Records from a collection:
----

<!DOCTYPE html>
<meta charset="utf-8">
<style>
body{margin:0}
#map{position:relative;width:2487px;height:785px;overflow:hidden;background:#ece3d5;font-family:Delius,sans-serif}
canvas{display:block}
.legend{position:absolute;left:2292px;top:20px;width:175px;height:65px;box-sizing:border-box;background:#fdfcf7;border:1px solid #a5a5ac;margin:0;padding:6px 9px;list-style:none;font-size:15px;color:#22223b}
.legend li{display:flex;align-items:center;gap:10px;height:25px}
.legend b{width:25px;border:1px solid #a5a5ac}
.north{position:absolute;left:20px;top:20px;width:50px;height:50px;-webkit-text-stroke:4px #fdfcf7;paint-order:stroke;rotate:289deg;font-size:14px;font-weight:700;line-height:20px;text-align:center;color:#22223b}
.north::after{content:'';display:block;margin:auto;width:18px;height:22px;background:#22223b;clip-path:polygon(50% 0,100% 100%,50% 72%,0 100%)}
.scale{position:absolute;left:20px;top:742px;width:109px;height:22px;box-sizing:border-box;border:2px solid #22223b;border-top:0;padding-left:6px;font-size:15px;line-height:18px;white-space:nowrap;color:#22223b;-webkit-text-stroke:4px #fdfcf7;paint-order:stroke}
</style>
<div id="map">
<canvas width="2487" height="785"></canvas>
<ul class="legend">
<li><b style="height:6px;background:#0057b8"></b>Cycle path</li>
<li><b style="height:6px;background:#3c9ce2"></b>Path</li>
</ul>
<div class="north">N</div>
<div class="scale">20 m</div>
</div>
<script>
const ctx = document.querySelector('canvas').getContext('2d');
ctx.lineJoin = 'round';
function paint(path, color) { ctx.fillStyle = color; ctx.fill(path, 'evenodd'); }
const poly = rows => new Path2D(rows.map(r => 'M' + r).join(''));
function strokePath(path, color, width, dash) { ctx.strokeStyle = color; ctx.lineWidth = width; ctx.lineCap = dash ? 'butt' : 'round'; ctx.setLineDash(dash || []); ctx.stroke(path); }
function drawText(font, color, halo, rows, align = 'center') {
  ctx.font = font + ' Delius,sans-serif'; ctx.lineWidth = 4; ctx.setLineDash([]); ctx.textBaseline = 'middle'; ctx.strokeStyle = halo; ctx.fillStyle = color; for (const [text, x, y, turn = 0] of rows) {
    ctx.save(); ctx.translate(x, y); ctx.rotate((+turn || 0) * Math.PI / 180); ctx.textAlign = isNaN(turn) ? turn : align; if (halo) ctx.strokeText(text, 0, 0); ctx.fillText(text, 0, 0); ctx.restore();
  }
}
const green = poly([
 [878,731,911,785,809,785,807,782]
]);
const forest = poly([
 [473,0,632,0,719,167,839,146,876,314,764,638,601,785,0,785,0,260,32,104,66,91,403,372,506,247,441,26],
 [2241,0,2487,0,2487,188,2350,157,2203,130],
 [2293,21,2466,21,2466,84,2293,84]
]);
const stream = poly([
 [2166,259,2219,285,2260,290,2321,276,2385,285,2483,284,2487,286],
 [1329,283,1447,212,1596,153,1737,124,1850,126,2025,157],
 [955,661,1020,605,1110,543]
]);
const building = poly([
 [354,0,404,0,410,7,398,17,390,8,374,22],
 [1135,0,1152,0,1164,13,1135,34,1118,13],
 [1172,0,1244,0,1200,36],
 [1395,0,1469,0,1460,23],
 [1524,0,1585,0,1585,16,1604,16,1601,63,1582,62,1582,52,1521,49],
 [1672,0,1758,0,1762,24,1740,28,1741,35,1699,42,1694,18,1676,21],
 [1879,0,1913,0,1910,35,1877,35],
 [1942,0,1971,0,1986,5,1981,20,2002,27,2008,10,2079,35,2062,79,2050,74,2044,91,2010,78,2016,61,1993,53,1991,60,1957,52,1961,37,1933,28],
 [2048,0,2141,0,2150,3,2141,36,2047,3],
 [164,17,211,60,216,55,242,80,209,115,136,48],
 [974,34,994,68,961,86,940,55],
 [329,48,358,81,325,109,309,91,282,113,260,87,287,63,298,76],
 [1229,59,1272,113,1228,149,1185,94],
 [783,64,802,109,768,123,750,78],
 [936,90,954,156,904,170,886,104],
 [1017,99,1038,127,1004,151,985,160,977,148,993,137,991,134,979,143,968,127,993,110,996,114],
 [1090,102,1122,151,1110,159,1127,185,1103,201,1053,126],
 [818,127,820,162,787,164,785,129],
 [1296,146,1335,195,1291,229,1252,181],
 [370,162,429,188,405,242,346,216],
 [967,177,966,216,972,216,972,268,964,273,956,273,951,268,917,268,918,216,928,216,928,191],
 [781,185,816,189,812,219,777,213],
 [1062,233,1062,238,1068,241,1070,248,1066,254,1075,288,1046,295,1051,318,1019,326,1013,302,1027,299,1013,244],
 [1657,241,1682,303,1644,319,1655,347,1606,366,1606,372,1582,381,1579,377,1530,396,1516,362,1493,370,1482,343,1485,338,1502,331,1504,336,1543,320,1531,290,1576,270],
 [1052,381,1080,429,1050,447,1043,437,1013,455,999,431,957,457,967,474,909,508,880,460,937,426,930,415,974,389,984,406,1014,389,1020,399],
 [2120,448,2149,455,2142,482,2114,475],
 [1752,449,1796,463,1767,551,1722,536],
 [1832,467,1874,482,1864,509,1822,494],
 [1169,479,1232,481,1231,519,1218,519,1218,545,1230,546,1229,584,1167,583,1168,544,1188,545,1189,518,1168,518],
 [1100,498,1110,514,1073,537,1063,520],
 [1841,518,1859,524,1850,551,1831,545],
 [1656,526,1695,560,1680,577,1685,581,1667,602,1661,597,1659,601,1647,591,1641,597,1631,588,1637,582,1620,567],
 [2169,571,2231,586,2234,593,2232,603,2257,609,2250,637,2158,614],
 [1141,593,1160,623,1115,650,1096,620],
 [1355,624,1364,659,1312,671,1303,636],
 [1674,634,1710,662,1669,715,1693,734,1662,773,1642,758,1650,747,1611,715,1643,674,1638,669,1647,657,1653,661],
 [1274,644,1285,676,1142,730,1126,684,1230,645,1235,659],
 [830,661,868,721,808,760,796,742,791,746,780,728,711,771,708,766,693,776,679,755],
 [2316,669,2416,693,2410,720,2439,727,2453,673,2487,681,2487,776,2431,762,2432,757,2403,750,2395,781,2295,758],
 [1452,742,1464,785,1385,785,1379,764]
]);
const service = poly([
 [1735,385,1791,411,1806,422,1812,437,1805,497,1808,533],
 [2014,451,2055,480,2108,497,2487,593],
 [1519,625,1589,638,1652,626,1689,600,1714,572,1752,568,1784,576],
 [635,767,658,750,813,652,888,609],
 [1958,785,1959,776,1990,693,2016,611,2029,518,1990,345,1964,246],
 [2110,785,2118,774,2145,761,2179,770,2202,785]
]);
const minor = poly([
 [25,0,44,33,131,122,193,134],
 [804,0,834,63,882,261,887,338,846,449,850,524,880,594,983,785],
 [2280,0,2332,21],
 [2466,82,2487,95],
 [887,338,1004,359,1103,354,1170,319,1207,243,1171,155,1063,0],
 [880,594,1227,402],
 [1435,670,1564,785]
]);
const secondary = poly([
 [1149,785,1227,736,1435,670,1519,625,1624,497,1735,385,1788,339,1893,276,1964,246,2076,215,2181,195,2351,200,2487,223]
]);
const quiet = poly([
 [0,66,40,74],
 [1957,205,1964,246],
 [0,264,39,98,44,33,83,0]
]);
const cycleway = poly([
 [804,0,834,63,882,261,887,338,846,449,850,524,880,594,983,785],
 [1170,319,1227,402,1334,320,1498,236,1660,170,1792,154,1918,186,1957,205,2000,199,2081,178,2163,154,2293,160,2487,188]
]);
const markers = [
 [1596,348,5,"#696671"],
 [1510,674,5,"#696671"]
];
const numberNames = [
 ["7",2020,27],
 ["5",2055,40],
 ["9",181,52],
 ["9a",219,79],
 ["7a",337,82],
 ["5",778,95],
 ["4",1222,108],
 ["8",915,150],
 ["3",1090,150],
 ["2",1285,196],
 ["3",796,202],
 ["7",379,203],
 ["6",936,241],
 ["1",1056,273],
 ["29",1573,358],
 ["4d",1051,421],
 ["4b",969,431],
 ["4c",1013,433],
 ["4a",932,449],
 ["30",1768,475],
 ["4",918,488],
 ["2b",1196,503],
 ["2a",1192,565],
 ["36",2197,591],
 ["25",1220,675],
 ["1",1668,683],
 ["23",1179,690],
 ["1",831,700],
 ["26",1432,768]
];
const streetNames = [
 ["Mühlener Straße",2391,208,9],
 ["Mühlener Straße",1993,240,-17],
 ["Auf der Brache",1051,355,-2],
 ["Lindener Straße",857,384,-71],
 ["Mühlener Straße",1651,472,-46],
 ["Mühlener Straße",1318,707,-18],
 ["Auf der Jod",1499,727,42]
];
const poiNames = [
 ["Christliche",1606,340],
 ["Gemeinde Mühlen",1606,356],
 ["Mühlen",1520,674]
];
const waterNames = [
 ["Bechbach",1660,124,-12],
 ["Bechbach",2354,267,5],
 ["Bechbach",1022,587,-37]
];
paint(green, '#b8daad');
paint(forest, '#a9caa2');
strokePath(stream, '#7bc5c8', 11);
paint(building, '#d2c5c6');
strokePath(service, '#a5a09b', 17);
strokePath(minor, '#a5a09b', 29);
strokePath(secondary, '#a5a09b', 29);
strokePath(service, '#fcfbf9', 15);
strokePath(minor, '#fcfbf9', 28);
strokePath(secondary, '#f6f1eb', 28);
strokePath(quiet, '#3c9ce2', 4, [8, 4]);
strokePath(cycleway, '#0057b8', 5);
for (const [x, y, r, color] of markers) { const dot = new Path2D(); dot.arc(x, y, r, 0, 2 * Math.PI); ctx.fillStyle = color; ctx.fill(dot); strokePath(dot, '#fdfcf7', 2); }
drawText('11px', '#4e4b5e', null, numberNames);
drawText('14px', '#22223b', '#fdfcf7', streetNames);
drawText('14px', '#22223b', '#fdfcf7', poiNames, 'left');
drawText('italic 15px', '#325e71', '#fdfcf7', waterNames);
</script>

----

TASK ITEM:
A complete answer gives every line of the data that includes "canvas".

OUTPUT FOR THIS TASK:
canvas{display:block}
<canvas width="2487" height="785"></canvas>
const ctx = document.querySelector('canvas').getContext('2d');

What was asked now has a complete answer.